Saved entries:

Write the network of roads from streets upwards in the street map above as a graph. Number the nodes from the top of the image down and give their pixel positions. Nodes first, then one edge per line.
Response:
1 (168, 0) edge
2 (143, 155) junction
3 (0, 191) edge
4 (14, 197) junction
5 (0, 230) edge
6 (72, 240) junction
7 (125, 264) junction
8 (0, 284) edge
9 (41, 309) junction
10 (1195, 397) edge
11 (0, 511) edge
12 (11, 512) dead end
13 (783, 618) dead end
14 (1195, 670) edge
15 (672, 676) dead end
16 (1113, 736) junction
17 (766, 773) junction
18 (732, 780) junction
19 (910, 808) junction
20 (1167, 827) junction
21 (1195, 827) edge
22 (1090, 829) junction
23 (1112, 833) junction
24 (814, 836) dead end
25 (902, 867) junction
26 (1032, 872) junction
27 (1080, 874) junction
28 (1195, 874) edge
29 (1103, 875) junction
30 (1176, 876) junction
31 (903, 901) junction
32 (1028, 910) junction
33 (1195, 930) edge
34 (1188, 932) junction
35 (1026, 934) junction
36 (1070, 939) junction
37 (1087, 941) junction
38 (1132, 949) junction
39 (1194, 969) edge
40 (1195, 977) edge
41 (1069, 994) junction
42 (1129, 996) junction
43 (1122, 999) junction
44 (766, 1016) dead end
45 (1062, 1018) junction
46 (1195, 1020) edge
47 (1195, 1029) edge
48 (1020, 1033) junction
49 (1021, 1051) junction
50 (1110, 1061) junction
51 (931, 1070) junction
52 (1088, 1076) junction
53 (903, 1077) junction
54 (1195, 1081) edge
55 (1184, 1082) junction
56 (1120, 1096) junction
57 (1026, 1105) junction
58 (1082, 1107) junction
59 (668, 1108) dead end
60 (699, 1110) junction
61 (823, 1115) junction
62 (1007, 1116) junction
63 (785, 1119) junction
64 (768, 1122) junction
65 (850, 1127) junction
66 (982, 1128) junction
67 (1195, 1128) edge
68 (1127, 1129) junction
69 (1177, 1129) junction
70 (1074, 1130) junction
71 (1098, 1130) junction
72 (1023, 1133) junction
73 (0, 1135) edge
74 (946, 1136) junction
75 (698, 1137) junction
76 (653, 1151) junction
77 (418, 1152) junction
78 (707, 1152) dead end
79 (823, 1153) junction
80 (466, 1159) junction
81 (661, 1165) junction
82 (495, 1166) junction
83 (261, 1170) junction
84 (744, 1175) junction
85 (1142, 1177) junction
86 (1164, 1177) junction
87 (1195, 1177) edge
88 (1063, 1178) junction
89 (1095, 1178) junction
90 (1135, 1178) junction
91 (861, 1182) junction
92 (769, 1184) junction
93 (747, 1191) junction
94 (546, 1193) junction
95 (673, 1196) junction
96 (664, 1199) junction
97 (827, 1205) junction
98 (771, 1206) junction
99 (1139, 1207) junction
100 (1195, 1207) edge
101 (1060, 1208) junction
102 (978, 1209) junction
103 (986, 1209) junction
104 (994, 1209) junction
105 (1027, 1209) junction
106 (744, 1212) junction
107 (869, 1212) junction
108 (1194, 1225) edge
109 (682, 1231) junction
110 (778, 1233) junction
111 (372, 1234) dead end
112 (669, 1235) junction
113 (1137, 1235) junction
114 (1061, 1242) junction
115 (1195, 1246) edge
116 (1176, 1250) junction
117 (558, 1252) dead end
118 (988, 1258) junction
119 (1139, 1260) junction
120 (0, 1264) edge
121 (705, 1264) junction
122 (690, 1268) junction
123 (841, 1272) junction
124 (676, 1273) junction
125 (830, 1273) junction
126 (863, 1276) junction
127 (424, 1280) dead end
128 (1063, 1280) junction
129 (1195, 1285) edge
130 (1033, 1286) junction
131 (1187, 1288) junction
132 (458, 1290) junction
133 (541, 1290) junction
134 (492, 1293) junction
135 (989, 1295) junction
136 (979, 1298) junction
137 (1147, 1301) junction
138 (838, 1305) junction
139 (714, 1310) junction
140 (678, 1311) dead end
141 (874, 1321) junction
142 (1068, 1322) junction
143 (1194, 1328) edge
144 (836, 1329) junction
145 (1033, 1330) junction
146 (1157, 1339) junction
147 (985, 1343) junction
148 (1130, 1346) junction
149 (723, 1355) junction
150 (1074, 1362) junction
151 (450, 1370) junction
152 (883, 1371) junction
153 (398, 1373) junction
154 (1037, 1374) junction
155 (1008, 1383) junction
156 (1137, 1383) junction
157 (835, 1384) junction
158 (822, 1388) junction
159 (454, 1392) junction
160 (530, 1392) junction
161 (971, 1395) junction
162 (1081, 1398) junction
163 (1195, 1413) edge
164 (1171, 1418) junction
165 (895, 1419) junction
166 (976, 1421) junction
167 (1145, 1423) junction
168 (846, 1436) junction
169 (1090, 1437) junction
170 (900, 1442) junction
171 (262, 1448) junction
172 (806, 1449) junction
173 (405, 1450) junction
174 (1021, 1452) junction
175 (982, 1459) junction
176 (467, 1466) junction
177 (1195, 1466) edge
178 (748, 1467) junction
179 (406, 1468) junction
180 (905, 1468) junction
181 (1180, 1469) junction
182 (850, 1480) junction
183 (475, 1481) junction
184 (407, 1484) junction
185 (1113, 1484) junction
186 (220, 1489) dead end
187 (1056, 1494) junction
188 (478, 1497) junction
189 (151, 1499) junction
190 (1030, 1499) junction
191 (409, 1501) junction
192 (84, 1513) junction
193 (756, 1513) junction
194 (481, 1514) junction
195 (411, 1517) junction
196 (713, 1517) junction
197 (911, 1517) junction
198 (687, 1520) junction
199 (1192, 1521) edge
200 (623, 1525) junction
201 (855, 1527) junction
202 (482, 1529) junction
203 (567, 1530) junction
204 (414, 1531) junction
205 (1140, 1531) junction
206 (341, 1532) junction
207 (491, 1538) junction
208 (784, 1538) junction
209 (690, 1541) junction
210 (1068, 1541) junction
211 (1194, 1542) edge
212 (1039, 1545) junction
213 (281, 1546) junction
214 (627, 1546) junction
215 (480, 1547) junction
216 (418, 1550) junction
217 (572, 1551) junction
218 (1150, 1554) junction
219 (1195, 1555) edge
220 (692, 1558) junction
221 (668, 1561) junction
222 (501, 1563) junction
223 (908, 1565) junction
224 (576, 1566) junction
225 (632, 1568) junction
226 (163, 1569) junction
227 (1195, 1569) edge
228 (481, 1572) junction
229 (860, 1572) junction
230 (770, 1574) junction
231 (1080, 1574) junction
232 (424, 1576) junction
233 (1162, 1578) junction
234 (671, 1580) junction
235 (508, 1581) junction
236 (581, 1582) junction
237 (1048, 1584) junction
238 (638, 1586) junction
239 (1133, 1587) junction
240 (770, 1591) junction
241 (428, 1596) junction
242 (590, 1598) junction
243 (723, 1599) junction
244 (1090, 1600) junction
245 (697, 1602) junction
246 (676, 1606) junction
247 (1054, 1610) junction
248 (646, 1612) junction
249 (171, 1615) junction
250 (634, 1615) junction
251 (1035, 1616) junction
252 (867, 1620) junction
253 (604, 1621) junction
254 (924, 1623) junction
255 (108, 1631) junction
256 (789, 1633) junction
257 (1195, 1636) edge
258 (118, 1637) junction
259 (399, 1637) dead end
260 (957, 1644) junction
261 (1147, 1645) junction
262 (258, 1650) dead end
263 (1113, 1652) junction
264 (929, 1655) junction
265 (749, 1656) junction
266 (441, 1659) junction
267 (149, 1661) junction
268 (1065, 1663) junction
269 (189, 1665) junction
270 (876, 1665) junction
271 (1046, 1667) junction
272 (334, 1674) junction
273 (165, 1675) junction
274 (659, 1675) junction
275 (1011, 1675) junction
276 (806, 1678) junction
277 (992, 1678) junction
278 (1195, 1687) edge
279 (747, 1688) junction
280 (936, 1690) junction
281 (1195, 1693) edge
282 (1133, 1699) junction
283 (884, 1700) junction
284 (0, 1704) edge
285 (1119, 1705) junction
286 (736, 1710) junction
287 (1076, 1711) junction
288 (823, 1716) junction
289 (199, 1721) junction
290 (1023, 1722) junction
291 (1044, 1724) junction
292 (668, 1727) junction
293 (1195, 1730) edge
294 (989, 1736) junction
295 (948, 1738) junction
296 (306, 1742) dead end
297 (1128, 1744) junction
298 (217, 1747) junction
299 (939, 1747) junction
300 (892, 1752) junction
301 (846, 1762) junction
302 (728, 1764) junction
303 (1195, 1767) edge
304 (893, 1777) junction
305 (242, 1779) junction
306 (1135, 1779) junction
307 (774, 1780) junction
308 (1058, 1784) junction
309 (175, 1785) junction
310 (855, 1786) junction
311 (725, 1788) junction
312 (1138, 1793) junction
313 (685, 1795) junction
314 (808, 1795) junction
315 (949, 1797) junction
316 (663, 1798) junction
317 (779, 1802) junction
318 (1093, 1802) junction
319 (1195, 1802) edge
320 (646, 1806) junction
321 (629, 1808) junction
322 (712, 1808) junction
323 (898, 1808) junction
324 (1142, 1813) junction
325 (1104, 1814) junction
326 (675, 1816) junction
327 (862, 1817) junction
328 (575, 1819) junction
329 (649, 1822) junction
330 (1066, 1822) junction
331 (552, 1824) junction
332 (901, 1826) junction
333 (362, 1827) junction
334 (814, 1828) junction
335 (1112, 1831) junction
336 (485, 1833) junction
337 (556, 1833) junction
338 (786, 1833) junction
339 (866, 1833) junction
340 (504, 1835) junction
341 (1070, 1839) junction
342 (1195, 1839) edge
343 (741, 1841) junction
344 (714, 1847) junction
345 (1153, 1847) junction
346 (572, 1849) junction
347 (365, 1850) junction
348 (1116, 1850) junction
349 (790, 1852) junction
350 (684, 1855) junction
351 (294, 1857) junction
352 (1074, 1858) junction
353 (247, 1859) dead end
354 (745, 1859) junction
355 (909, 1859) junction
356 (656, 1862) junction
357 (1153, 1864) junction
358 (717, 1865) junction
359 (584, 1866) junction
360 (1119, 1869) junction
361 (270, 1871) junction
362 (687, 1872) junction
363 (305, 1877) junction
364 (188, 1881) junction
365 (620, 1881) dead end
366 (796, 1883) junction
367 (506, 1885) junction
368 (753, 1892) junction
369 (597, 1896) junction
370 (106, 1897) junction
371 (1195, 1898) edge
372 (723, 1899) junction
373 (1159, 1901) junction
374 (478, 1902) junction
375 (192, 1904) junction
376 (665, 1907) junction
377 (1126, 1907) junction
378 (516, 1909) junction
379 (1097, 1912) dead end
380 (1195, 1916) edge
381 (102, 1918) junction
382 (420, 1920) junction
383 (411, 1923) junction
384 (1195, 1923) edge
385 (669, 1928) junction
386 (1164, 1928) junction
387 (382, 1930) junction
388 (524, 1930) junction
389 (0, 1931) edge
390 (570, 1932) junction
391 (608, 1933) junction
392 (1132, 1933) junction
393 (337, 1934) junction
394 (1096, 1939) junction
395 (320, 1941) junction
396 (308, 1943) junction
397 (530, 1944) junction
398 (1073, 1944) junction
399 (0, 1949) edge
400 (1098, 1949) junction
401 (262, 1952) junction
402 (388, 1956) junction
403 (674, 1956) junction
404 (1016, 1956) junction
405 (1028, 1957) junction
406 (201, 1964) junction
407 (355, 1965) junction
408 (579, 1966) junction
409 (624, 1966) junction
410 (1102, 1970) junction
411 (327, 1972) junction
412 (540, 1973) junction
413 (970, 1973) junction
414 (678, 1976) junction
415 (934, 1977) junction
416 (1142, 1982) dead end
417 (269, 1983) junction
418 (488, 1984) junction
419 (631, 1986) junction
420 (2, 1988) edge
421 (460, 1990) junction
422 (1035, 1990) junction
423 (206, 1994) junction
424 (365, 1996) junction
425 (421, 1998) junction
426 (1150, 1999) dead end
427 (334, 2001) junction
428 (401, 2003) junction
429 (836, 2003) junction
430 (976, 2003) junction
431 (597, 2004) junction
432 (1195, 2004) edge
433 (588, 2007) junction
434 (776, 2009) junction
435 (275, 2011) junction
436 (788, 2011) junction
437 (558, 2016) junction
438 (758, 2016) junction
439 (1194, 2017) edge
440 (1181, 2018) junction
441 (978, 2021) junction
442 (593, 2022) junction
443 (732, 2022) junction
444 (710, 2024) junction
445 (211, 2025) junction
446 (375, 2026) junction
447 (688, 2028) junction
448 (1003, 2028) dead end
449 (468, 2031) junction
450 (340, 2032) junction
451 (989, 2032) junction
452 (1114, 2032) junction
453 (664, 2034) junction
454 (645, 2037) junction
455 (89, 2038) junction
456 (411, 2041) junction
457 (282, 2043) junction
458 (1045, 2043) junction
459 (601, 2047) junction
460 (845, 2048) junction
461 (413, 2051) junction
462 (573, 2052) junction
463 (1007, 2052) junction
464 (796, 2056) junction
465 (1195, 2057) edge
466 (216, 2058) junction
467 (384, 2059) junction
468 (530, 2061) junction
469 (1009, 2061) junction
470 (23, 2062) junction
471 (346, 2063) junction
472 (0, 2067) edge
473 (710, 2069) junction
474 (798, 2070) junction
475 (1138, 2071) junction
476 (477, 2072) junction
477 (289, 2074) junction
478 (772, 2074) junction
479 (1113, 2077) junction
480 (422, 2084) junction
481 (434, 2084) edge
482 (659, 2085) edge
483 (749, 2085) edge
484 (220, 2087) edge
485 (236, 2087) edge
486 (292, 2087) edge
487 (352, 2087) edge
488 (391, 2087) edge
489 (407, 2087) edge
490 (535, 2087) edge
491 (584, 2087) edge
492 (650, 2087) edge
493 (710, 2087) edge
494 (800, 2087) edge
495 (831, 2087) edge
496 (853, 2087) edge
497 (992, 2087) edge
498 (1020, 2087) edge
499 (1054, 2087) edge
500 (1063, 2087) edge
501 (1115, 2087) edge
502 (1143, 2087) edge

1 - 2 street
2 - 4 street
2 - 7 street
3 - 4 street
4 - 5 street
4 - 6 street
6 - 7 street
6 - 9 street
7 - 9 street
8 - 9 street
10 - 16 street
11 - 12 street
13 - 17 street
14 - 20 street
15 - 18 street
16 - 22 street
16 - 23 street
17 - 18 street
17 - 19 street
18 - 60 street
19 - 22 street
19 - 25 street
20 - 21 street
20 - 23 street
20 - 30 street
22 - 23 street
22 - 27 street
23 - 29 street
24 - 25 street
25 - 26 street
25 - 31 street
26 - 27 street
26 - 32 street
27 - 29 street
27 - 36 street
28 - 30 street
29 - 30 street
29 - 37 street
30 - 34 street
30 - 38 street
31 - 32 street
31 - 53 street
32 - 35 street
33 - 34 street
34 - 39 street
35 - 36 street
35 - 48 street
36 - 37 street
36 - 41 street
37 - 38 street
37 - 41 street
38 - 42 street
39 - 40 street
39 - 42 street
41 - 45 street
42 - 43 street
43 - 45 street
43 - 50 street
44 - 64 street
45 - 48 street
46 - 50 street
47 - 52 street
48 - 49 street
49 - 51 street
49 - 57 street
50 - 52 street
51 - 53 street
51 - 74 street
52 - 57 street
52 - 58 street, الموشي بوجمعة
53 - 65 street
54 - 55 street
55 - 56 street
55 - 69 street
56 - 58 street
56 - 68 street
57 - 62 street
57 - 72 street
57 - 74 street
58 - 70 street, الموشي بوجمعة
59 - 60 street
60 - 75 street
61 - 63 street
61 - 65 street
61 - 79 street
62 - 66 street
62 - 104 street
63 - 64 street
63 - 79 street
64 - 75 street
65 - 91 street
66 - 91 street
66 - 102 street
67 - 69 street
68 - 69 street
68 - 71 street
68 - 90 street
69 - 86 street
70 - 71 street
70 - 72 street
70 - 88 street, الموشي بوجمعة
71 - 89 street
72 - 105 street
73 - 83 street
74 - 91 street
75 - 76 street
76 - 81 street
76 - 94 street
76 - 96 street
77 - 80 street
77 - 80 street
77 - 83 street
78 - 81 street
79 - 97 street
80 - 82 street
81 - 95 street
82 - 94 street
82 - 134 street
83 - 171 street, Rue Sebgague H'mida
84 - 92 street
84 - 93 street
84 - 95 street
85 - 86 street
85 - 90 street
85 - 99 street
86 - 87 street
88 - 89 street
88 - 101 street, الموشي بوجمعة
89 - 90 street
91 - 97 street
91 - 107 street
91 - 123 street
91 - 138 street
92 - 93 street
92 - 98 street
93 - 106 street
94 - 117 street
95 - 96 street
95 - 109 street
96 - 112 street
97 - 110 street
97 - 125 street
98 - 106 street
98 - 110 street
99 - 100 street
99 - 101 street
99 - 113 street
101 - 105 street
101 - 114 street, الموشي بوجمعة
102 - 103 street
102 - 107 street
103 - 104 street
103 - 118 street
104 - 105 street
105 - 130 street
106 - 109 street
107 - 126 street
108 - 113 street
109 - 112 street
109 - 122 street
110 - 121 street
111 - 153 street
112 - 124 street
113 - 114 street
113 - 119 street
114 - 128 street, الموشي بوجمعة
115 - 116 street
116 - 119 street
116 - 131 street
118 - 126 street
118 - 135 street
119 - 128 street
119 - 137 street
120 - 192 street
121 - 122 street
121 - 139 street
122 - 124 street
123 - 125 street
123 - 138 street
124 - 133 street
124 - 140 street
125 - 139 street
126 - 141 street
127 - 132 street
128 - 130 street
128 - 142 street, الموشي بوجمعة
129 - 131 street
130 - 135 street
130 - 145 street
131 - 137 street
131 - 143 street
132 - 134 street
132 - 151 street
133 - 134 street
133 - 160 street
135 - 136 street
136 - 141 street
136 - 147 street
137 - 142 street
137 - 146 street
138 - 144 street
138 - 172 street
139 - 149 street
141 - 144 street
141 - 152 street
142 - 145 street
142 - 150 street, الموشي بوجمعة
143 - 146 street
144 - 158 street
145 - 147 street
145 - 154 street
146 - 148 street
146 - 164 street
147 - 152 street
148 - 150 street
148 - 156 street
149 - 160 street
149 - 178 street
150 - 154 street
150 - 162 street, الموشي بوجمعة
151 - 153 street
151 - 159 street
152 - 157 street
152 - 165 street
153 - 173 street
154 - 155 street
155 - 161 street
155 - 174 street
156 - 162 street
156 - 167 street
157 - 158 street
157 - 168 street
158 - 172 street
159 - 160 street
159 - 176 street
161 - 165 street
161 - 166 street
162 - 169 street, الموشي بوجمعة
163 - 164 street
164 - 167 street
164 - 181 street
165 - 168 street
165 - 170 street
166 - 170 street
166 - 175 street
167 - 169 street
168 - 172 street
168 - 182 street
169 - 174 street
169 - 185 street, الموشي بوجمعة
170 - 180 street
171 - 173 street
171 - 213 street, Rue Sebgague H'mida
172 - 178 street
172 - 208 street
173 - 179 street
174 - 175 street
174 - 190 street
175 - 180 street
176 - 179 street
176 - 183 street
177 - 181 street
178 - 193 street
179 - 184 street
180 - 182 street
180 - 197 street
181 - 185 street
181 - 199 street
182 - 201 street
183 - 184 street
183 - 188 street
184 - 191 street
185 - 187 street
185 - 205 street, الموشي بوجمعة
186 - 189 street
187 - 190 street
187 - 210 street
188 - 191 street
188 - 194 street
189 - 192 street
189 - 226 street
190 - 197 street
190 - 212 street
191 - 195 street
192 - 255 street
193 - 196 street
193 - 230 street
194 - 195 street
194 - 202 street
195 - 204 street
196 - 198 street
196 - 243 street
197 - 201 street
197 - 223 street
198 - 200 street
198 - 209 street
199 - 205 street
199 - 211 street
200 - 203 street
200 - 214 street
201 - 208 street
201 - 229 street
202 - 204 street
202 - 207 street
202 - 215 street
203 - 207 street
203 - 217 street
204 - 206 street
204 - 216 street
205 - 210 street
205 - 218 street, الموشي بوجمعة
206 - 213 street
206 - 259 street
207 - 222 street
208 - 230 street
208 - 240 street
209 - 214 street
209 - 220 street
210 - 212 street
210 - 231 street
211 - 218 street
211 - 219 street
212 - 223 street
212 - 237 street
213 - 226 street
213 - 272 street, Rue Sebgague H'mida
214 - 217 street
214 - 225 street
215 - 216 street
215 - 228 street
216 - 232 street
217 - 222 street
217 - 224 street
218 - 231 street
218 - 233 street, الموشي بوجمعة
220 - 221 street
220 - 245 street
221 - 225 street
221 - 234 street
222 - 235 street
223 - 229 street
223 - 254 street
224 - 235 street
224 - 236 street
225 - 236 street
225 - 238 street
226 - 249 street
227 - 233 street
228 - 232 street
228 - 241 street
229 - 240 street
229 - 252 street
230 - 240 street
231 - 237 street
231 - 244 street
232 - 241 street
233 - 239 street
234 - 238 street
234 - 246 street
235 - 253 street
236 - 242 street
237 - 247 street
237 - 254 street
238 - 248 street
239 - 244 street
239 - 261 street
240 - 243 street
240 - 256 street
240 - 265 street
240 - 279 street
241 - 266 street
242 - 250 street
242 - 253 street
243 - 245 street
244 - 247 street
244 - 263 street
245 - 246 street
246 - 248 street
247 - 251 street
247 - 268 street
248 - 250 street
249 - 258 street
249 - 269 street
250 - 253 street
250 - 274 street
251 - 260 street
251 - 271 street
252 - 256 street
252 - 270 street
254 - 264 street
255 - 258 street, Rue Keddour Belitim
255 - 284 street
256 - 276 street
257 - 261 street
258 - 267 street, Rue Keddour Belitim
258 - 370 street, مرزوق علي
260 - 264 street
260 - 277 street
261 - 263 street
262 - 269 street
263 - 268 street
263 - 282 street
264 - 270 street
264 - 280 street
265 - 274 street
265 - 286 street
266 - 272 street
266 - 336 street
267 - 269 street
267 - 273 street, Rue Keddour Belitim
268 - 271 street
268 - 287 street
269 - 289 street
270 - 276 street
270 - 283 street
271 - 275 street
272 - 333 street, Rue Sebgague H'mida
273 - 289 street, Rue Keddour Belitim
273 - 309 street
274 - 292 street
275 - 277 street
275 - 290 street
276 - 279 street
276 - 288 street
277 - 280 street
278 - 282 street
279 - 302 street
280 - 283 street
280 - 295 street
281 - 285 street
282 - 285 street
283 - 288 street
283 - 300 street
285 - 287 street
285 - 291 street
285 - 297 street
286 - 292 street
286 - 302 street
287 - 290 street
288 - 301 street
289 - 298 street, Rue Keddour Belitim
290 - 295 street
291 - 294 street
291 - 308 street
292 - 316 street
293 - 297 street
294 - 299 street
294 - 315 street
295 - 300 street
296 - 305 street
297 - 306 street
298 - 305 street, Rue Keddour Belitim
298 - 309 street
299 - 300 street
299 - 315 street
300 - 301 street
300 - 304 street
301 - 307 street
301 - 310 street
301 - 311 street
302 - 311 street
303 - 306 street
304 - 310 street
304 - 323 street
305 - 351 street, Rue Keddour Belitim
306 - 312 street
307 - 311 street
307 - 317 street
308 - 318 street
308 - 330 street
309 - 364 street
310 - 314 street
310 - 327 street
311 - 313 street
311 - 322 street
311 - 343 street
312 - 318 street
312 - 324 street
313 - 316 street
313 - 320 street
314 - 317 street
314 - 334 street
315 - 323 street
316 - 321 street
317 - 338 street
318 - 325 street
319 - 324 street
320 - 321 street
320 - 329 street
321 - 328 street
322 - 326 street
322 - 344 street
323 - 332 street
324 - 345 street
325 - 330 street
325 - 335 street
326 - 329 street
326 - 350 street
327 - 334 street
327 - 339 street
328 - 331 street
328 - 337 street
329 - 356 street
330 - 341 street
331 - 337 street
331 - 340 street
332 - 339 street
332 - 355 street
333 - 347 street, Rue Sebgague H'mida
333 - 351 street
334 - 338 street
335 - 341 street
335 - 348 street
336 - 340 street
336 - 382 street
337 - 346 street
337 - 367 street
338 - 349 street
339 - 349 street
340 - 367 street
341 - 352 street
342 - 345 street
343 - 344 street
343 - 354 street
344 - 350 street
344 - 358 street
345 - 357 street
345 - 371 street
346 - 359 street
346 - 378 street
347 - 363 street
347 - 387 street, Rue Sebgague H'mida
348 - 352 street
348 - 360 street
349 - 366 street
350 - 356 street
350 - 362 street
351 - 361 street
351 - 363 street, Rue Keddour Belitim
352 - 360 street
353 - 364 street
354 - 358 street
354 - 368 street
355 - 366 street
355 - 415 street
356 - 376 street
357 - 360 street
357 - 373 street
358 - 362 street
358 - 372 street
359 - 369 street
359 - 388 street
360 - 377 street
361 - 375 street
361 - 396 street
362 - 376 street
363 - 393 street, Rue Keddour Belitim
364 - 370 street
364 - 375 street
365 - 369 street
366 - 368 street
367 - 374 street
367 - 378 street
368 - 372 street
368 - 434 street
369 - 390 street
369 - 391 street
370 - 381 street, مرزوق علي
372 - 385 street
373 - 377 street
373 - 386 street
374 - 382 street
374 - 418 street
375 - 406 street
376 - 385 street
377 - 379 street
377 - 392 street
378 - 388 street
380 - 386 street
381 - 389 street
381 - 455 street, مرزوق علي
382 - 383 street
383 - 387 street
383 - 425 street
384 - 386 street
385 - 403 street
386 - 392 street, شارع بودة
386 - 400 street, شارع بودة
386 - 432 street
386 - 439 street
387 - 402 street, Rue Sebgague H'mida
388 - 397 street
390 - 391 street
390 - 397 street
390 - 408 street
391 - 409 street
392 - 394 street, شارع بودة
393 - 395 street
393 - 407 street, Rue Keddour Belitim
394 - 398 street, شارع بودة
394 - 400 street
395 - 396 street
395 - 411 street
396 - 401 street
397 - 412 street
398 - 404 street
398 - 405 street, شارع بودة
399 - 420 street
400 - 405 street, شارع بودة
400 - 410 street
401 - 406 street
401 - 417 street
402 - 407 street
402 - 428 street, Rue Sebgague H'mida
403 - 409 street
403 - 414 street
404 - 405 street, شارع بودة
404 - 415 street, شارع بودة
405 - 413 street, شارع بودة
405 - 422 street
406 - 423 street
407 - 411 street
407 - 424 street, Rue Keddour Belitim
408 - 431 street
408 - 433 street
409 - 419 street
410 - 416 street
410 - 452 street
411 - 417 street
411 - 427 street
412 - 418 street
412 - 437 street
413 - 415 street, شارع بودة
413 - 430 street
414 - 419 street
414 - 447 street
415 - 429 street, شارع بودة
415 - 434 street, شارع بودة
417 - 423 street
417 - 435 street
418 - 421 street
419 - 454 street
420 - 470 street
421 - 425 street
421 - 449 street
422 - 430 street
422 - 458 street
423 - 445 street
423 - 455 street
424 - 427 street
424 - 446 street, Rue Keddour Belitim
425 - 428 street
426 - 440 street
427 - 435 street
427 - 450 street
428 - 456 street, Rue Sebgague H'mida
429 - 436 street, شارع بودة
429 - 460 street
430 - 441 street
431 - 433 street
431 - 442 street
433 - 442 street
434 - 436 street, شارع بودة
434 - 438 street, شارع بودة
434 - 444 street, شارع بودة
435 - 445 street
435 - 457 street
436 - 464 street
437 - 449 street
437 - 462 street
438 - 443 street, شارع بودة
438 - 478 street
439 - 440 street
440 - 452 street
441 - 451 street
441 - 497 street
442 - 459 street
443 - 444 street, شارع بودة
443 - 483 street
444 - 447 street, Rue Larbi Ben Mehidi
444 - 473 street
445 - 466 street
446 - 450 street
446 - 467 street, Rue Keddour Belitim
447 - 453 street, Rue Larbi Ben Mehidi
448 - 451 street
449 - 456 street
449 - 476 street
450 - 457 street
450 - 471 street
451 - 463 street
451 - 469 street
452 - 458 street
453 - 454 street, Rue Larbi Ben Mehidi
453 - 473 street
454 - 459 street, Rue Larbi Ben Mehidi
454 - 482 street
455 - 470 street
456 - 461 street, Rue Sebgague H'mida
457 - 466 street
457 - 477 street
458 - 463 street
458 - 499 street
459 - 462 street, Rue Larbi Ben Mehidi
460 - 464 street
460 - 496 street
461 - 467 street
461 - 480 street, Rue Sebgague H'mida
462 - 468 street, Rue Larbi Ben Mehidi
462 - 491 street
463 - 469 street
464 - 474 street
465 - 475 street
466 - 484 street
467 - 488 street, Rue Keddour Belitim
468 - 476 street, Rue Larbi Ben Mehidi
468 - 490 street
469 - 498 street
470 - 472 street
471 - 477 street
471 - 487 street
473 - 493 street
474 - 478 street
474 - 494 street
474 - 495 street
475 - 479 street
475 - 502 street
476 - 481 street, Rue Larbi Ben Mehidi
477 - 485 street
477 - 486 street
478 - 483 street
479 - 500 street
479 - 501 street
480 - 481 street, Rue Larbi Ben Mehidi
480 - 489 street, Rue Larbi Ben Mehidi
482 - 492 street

PROBLEM REQUIREMENTS:
Return each line of the records above in which the word "مرزوق" occurs.

YOUR RESPONSE:
258 - 370 street, مرزوق علي
370 - 381 street, مرزوق علي
381 - 455 street, مرزوق علي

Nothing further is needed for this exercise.